WORK INSTRUCTIONS
Output the listing in full. Every line stays exactly as it is.

MATERIAL FOR THIS TASK
------

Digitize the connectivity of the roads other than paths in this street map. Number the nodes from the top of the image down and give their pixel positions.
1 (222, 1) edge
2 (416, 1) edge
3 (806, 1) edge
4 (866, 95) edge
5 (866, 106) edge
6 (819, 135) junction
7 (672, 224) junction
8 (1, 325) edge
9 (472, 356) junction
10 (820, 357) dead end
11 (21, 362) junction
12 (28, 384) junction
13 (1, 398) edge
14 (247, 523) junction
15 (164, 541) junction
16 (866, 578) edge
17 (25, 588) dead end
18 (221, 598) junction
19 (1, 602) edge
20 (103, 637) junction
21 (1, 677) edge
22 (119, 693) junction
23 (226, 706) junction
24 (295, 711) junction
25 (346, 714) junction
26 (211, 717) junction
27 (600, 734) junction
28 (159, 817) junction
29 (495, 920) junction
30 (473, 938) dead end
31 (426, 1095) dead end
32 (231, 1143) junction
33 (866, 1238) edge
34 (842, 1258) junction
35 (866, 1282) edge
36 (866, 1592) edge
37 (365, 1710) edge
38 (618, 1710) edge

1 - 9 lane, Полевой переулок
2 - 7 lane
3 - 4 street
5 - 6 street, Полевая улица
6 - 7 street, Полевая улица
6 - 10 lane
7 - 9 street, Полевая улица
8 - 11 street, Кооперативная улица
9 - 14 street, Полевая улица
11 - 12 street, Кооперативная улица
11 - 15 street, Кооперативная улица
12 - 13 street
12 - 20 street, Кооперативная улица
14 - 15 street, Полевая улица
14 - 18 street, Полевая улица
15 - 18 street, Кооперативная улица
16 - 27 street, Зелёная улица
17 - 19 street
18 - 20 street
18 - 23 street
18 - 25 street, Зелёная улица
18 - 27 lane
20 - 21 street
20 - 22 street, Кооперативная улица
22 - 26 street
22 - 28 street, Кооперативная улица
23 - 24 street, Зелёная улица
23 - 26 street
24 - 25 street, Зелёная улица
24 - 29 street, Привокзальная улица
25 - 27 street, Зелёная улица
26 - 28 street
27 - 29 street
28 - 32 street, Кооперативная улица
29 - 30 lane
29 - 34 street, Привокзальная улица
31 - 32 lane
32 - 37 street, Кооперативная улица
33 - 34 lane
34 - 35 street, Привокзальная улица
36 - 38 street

------

THE ANSWER
Digitize the connectivity of the roads other than paths in this street map. Number the nodes from the top of the image down and give their pixel positions.
1 (222, 1) edge
2 (416, 1) edge
3 (806, 1) edge
4 (866, 95) edge
5 (866, 106) edge
6 (819, 135) junction
7 (672, 224) junction
8 (1, 325) edge
9 (472, 356) junction
10 (820, 357) dead end
11 (21, 362) junction
12 (28, 384) junction
13 (1, 398) edge
14 (247, 523) junction
15 (164, 541) junction
16 (866, 578) edge
17 (25, 588) dead end
18 (221, 598) junction
19 (1, 602) edge
20 (103, 637) junction
21 (1, 677) edge
22 (119, 693) junction
23 (226, 706) junction
24 (295, 711) junction
25 (346, 714) junction
26 (211, 717) junction
27 (600, 734) junction
28 (159, 817) junction
29 (495, 920) junction
30 (473, 938) dead end
31 (426, 1095) dead end
32 (231, 1143) junction
33 (866, 1238) edge
34 (842, 1258) junction
35 (866, 1282) edge
36 (866, 1592) edge
37 (365, 1710) edge
38 (618, 1710) edge

1 - 9 lane, Полевой переулок
2 - 7 lane
3 - 4 street
5 - 6 street, Полевая улица
6 - 7 street, Полевая улица
6 - 10 lane
7 - 9 street, Полевая улица
8 - 11 street, Кооперативная улица
9 - 14 street, Полевая улица
11 - 12 street, Кооперативная улица
11 - 15 street, Кооперативная улица
12 - 13 street
12 - 20 street, Кооперативная улица
14 - 15 street, Полевая улица
14 - 18 street, Полевая улица
15 - 18 street, Кооперативная улица
16 - 27 street, Зелёная улица
17 - 19 street
18 - 20 street
18 - 23 street
18 - 25 street, Зелёная улица
18 - 27 lane
20 - 21 street
20 - 22 street, Кооперативная улица
22 - 26 street
22 - 28 street, Кооперативная улица
23 - 24 street, Зелёная улица
23 - 26 street
24 - 25 street, Зелёная улица
24 - 29 street, Привокзальная улица
25 - 27 street, Зелёная улица
26 - 28 street
27 - 29 street
28 - 32 street, Кооперативная улица
29 - 30 lane
29 - 34 street, Привокзальная улица
31 - 32 lane
32 - 37 street, Кооперативная улица
33 - 34 lane
34 - 35 street, Привокзальная улица
36 - 38 street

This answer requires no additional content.